#### Exercise description:
Looking through the data, please report how many lines contain the string "main", giving nothing but the number.

Dataset entries
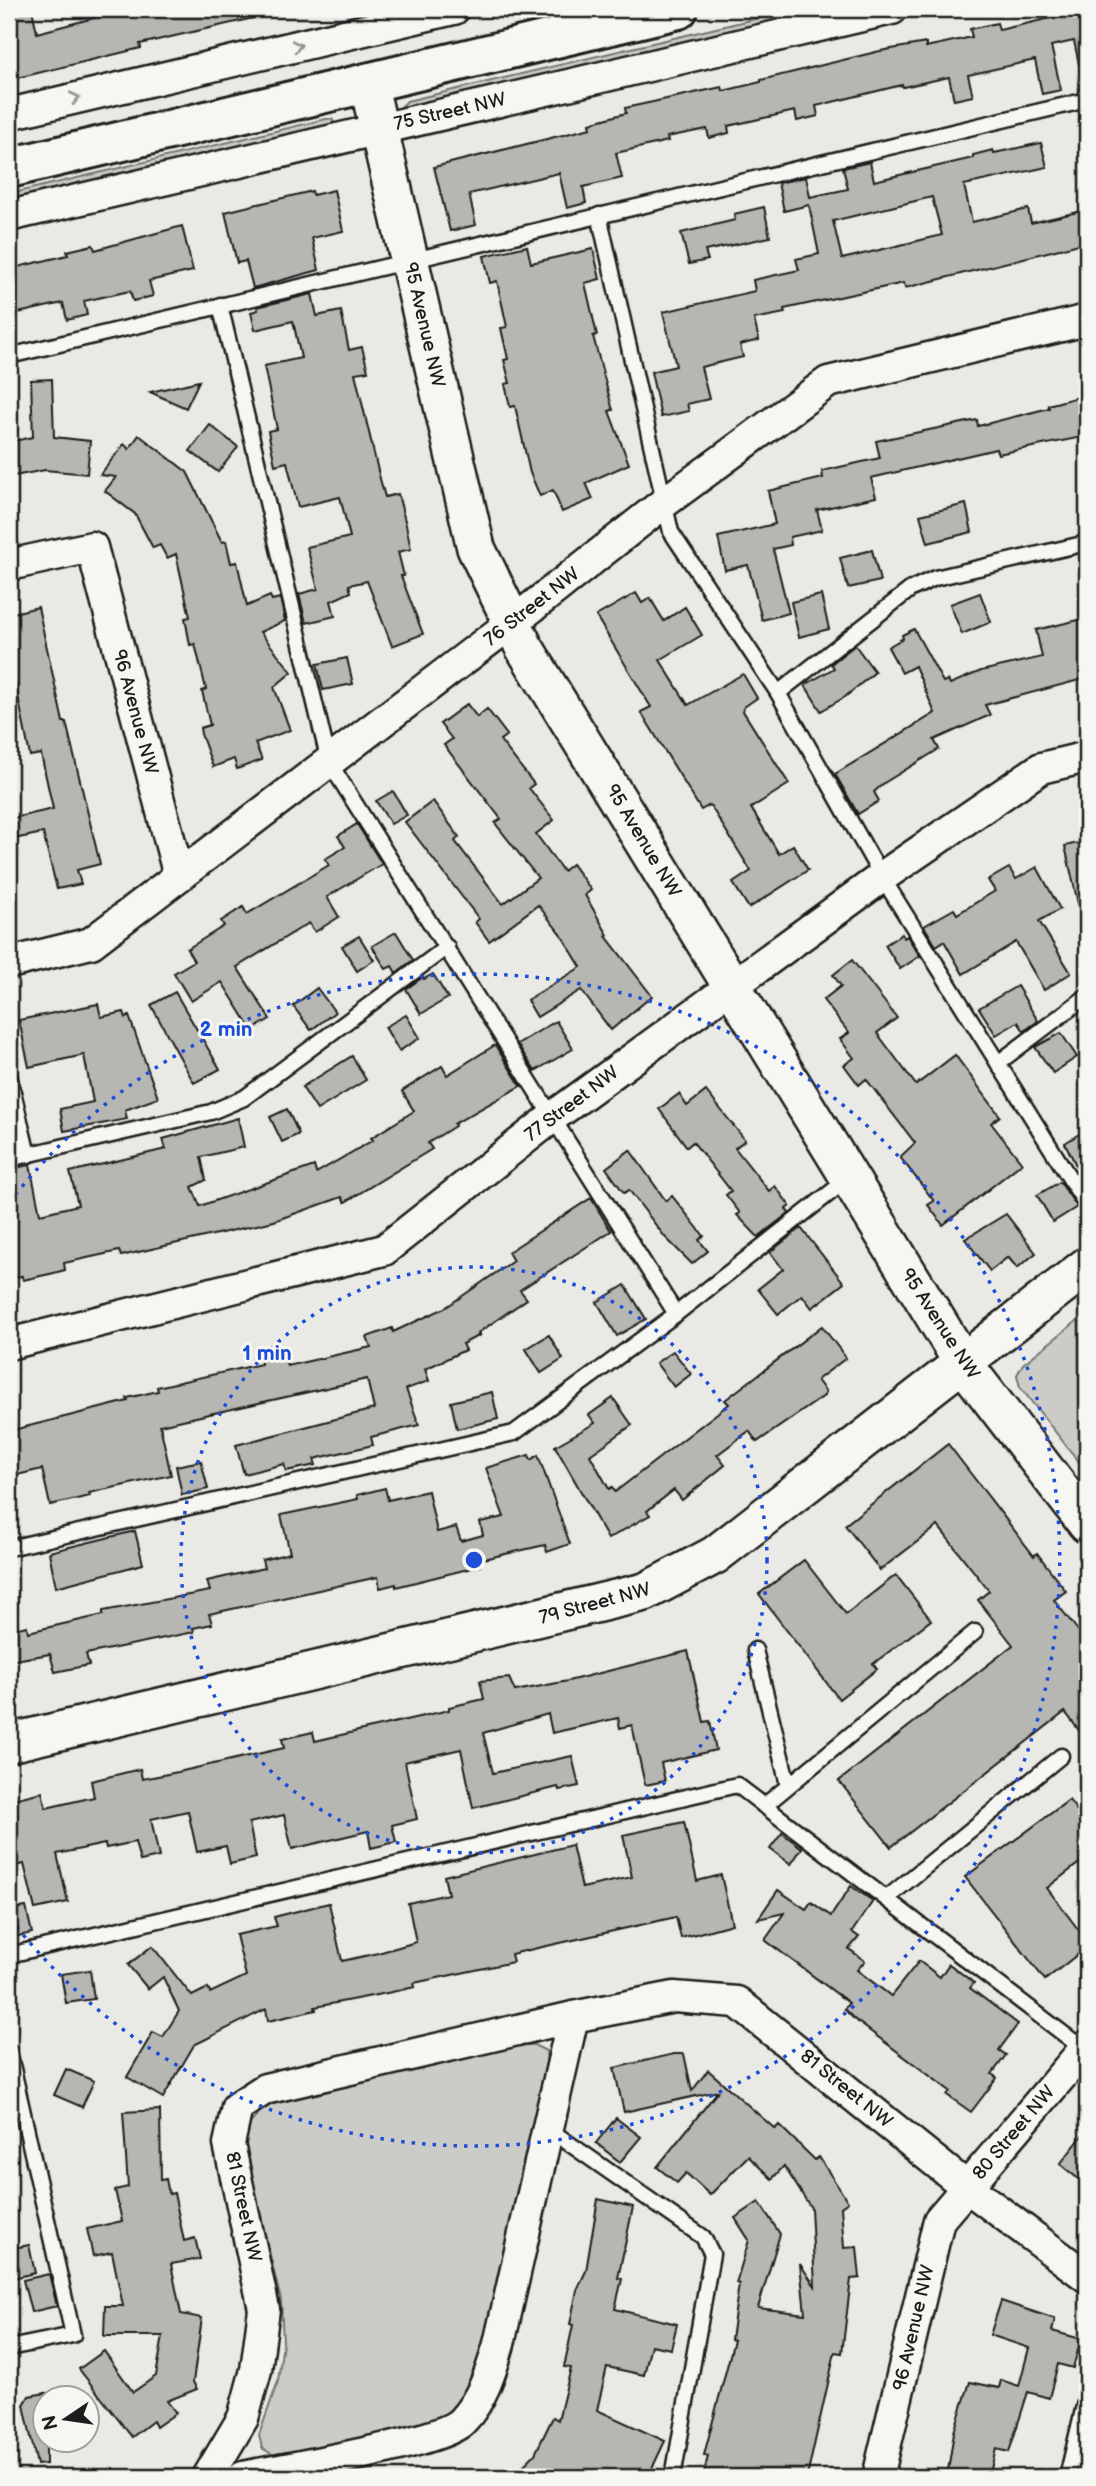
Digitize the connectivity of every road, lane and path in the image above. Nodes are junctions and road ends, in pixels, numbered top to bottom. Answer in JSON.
{"nodes":[{"id":1,"x":454,"y":9,"type":"edge"},
{"id":2,"x":678,"y":9,"type":"edge"},
{"id":3,"x":892,"y":9,"type":"edge"},
{"id":4,"x":368,"y":82,"type":"junction"},
{"id":5,"x":1087,"y":100,"type":"edge"},
{"id":6,"x":9,"y":114,"type":"edge"},
{"id":7,"x":379,"y":129,"type":"junction"},
{"id":8,"x":9,"y":168,"type":"edge"},
{"id":9,"x":599,"y":215,"type":"junction"},
{"id":10,"x":9,"y":216,"type":"edge"},
{"id":11,"x":409,"y":261,"type":"junction"},
{"id":12,"x":220,"y":305,"type":"junction"},
{"id":13,"x":1087,"y":320,"type":"edge"},
{"id":14,"x":9,"y":356,"type":"edge"},
{"id":15,"x":664,"y":502,"type":"junction"},
{"id":16,"x":1087,"y":542,"type":"edge"},
{"id":17,"x":9,"y":565,"type":"edge"},
{"id":18,"x":511,"y":623,"type":"junction"},
{"id":19,"x":778,"y":693,"type":"junction"},
{"id":20,"x":1087,"y":757,"type":"edge"},
{"id":21,"x":329,"y":762,"type":"junction"},
{"id":22,"x":179,"y":876,"type":"junction"},
{"id":23,"x":882,"y":877,"type":"junction"},
{"id":24,"x":447,"y":947,"type":"junction"},
{"id":25,"x":9,"y":963,"type":"edge"},
{"id":26,"x":732,"y":988,"type":"junction"},
{"id":27,"x":1087,"y":996,"type":"edge"},
{"id":28,"x":998,"y":1063,"type":"junction"},
{"id":29,"x":9,"y":1075,"type":"edge"},
{"id":30,"x":554,"y":1116,"type":"junction"},
{"id":31,"x":28,"y":1155,"type":"junction"},
{"id":32,"x":9,"y":1159,"type":"edge"},
{"id":33,"x":849,"y":1178,"type":"junction"},
{"id":34,"x":1087,"y":1206,"type":"edge"},
{"id":35,"x":1087,"y":1266,"type":"edge"},
{"id":36,"x":676,"y":1314,"type":"junction"},
{"id":37,"x":9,"y":1345,"type":"edge"},
{"id":38,"x":963,"y":1363,"type":"junction"},
{"id":39,"x":1087,"y":1524,"type":"edge"},
{"id":40,"x":9,"y":1548,"type":"edge"},
{"id":41,"x":975,"y":1632,"type":"dead end"},
{"id":42,"x":755,"y":1650,"type":"dead end"},
{"id":43,"x":9,"y":1743,"type":"edge"},
{"id":44,"x":1061,"y":1756,"type":"dead end"},
{"id":45,"x":789,"y":1785,"type":"junction"},
{"id":46,"x":764,"y":1806,"type":"junction"},
{"id":47,"x":887,"y":1898,"type":"junction"},
{"id":48,"x":9,"y":1955,"type":"edge"},
{"id":49,"x":573,"y":2017,"type":"junction"},
{"id":50,"x":1086,"y":2049,"type":"edge"},
{"id":51,"x":9,"y":2051,"type":"edge"},
{"id":52,"x":547,"y":2128,"type":"junction"},
{"id":53,"x":968,"y":2188,"type":"junction"},
{"id":54,"x":1087,"y":2277,"type":"edge"},
{"id":55,"x":9,"y":2348,"type":"edge"},
{"id":56,"x":1087,"y":2393,"type":"edge"},
{"id":57,"x":208,"y":2477,"type":"edge"},
{"id":58,"x":243,"y":2477,"type":"edge"},
{"id":59,"x":673,"y":2477,"type":"edge"},
{"id":60,"x":878,"y":2477,"type":"edge"},
{"id":61,"x":1067,"y":2477,"type":"edge"}],
"edges":[{"from":6,"to":1,"type":"street","one_way":true},
{"from":2,"to":4,"type":"main road"},
{"from":3,"to":7,"type":"street","name":"75 Street NW"},
{"from":4,"to":7,"type":"street","name":"95 Avenue NW"},
{"from":4,"to":8,"type":"main road"},
{"from":5,"to":9,"type":"lane"},
{"from":7,"to":10,"type":"street","name":"75 Street NW"},
{"from":7,"to":11,"type":"street","name":"95 Avenue NW"},
{"from":9,"to":11,"type":"lane"},
{"from":9,"to":15,"type":"lane"},
{"from":11,"to":12,"type":"lane"},
{"from":11,"to":18,"type":"street","name":"95 Avenue NW"},
{"from":12,"to":14,"type":"lane"},
{"from":12,"to":21,"type":"lane"},
{"from":13,"to":15,"type":"street","name":"76 Street NW"},
{"from":15,"to":18,"type":"street","name":"76 Street NW"},
{"from":15,"to":19,"type":"lane"},
{"from":16,"to":19,"type":"lane"},
{"from":17,"to":22,"type":"street","name":"96 Avenue NW"},
{"from":18,"to":21,"type":"street","name":"76 Street NW"},
{"from":18,"to":26,"type":"street","name":"95 Avenue NW"},
{"from":19,"to":23,"type":"lane"},
{"from":20,"to":23,"type":"street","name":"77 Street NW"},
{"from":21,"to":22,"type":"street","name":"76 Street NW"},
{"from":21,"to":24,"type":"lane"},
{"from":22,"to":25,"type":"street","name":"76 Street NW"},
{"from":23,"to":26,"type":"street","name":"77 Street NW"},
{"from":23,"to":28,"type":"lane"},
{"from":24,"to":30,"type":"lane"},
{"from":24,"to":31,"type":"lane"},
{"from":26,"to":30,"type":"street","name":"77 Street NW"},
{"from":26,"to":33,"type":"street","name":"95 Avenue NW"},
{"from":27,"to":28,"type":"lane"},
{"from":28,"to":34,"type":"lane"},
{"from":29,"to":31,"type":"lane"},
{"from":30,"to":36,"type":"lane"},
{"from":30,"to":37,"type":"street","name":"77 Street NW"},
{"from":31,"to":32,"type":"lane"},
{"from":33,"to":36,"type":"lane"},
{"from":33,"to":38,"type":"street","name":"95 Avenue NW"},
{"from":35,"to":38,"type":"street","name":"79 Street NW"},
{"from":36,"to":40,"type":"lane"},
{"from":38,"to":39,"type":"street","name":"95 Avenue NW"},
{"from":38,"to":43,"type":"street","name":"79 Street NW"},
{"from":41,"to":45,"type":"lane"},
{"from":42,"to":45,"type":"lane"},
{"from":44,"to":47,"type":"lane"},
{"from":45,"to":46,"type":"lane"},
{"from":46,"to":47,"type":"lane"},
{"from":46,"to":48,"type":"lane"},
{"from":47,"to":50,"type":"lane"},
{"from":49,"to":52,"type":"street"},
{"from":49,"to":53,"type":"street","name":"81 Street NW"},
{"from":49,"to":57,"type":"street","name":"81 Street NW"},
{"from":50,"to":53,"type":"street","name":"80 Street NW"},
{"from":51,"to":55,"type":"lane"},
{"from":52,"to":58,"type":"street"},
{"from":52,"to":59,"type":"lane"},
{"from":53,"to":54,"type":"street","name":"81 Street NW"},
{"from":53,"to":60,"type":"street","name":"96 Avenue NW"},
{"from":56,"to":61,"type":"lane"}]}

#### Result below:
2